§ **Assignment**
Although the entries contain pictures, your copy should hold only their exact text.

§ **Data provided**
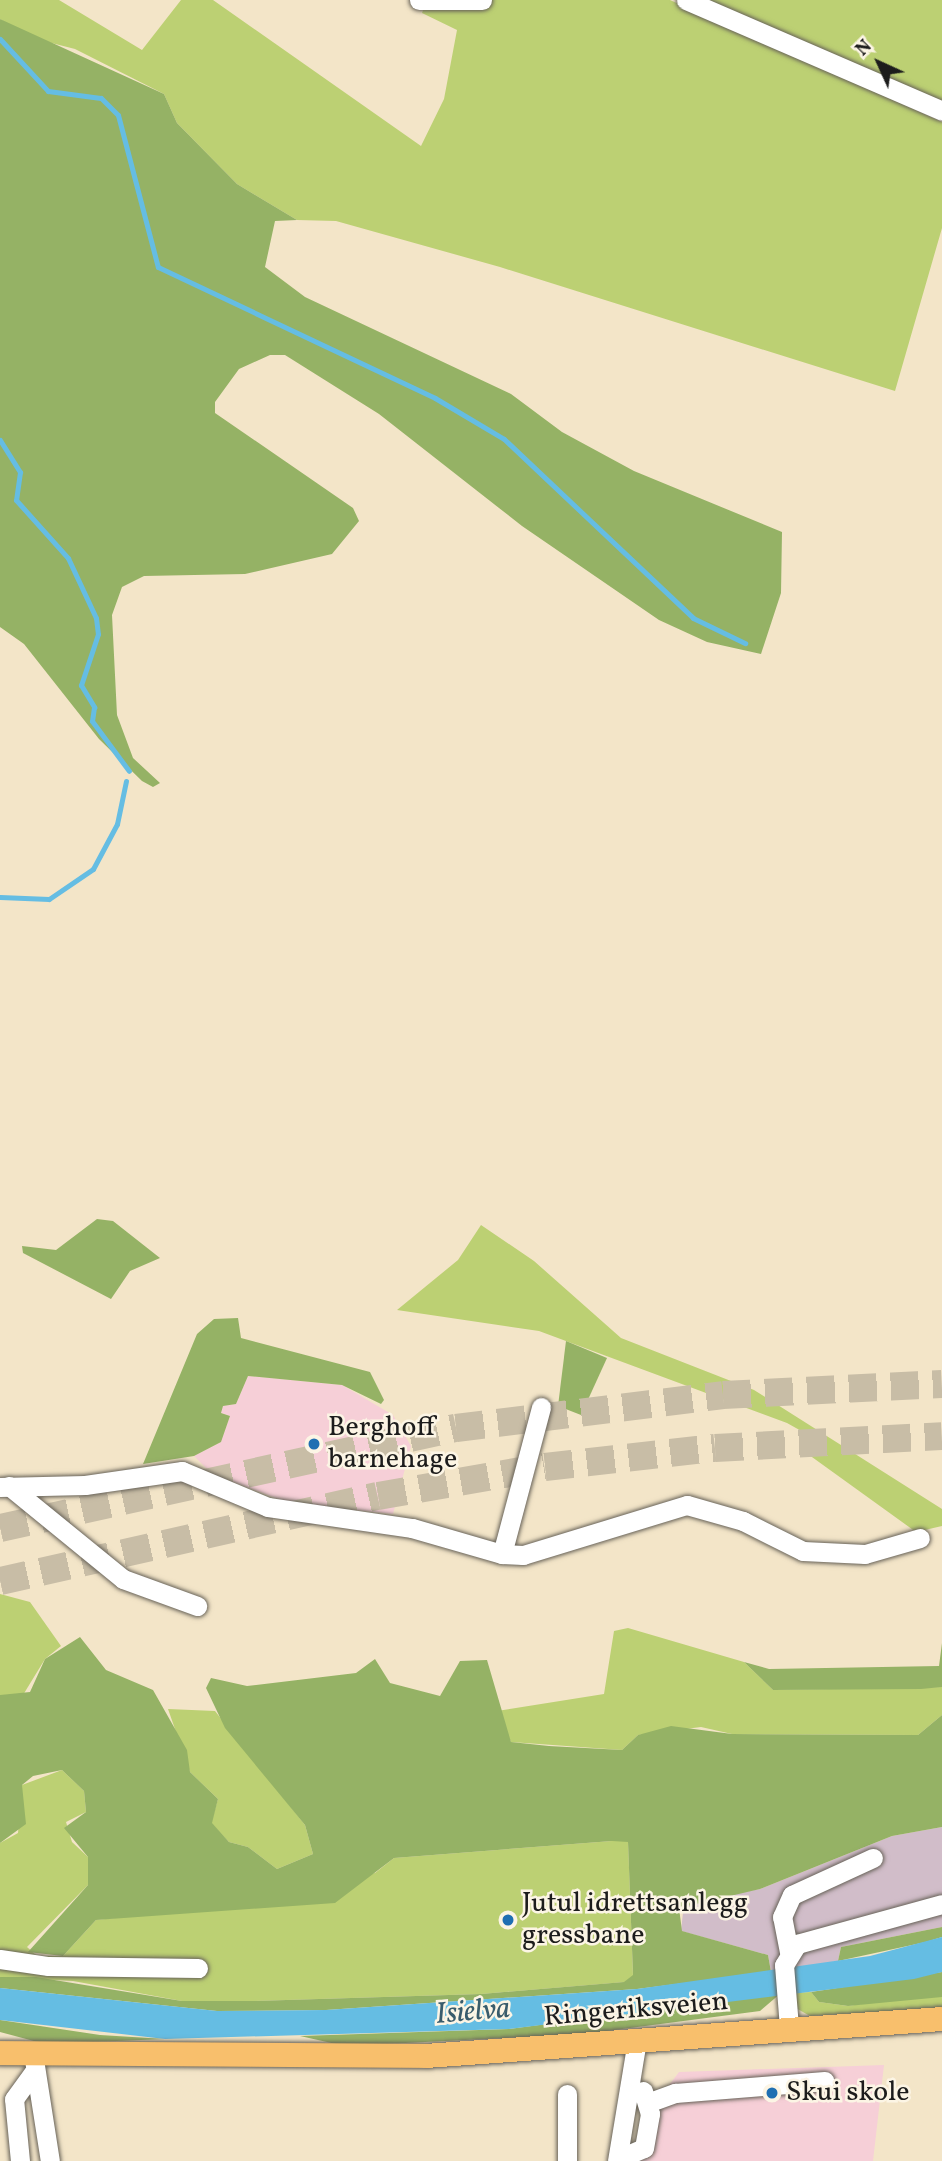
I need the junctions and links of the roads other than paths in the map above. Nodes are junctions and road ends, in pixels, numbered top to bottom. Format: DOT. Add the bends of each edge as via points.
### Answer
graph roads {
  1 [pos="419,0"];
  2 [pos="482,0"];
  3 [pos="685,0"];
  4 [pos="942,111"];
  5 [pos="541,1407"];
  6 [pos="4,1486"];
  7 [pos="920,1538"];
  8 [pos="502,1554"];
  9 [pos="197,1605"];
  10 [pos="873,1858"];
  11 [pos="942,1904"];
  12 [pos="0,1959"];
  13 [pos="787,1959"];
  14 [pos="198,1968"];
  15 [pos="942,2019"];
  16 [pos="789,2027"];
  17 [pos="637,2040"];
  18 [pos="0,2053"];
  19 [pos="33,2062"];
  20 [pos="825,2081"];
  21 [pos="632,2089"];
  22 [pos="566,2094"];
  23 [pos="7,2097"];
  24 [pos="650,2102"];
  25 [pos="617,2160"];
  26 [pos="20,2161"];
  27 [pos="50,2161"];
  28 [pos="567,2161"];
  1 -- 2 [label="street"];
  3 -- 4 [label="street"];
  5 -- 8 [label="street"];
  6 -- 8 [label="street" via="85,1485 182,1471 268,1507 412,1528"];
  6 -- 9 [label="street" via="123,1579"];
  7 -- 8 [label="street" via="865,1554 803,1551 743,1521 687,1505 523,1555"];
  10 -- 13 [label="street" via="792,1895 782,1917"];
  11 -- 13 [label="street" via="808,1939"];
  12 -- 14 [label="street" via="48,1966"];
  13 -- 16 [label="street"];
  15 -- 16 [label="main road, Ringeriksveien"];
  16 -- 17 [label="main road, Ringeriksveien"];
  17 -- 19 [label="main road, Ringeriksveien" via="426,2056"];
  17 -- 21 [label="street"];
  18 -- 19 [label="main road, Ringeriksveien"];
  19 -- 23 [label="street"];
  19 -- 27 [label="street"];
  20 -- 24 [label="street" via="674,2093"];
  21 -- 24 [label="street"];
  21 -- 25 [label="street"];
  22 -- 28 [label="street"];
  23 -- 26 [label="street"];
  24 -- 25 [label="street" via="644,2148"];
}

§ **Task response**
I need the junctions and links of the roads other than paths in the map above. Nodes are junctions and road ends, in pixels, numbered top to bottom. Format: DOT. Add the bends of each edge as via points.
### Answer
graph roads {
  1 [pos="419,0"];
  2 [pos="482,0"];
  3 [pos="685,0"];
  4 [pos="942,111"];
  5 [pos="541,1407"];
  6 [pos="4,1486"];
  7 [pos="920,1538"];
  8 [pos="502,1554"];
  9 [pos="197,1605"];
  10 [pos="873,1858"];
  11 [pos="942,1904"];
  12 [pos="0,1959"];
  13 [pos="787,1959"];
  14 [pos="198,1968"];
  15 [pos="942,2019"];
  16 [pos="789,2027"];
  17 [pos="637,2040"];
  18 [pos="0,2053"];
  19 [pos="33,2062"];
  20 [pos="825,2081"];
  21 [pos="632,2089"];
  22 [pos="566,2094"];
  23 [pos="7,2097"];
  24 [pos="650,2102"];
  25 [pos="617,2160"];
  26 [pos="20,2161"];
  27 [pos="50,2161"];
  28 [pos="567,2161"];
  1 -- 2 [label="street"];
  3 -- 4 [label="street"];
  5 -- 8 [label="street"];
  6 -- 8 [label="street" via="85,1485 182,1471 268,1507 412,1528"];
  6 -- 9 [label="street" via="123,1579"];
  7 -- 8 [label="street" via="865,1554 803,1551 743,1521 687,1505 523,1555"];
  10 -- 13 [label="street" via="792,1895 782,1917"];
  11 -- 13 [label="street" via="808,1939"];
  12 -- 14 [label="street" via="48,1966"];
  13 -- 16 [label="street"];
  15 -- 16 [label="main road, Ringeriksveien"];
  16 -- 17 [label="main road, Ringeriksveien"];
  17 -- 19 [label="main road, Ringeriksveien" via="426,2056"];
  17 -- 21 [label="street"];
  18 -- 19 [label="main road, Ringeriksveien"];
  19 -- 23 [label="street"];
  19 -- 27 [label="street"];
  20 -- 24 [label="street" via="674,2093"];
  21 -- 24 [label="street"];
  21 -- 25 [label="street"];
  22 -- 28 [label="street"];
  23 -- 26 [label="street"];
  24 -- 25 [label="street" via="644,2148"];
}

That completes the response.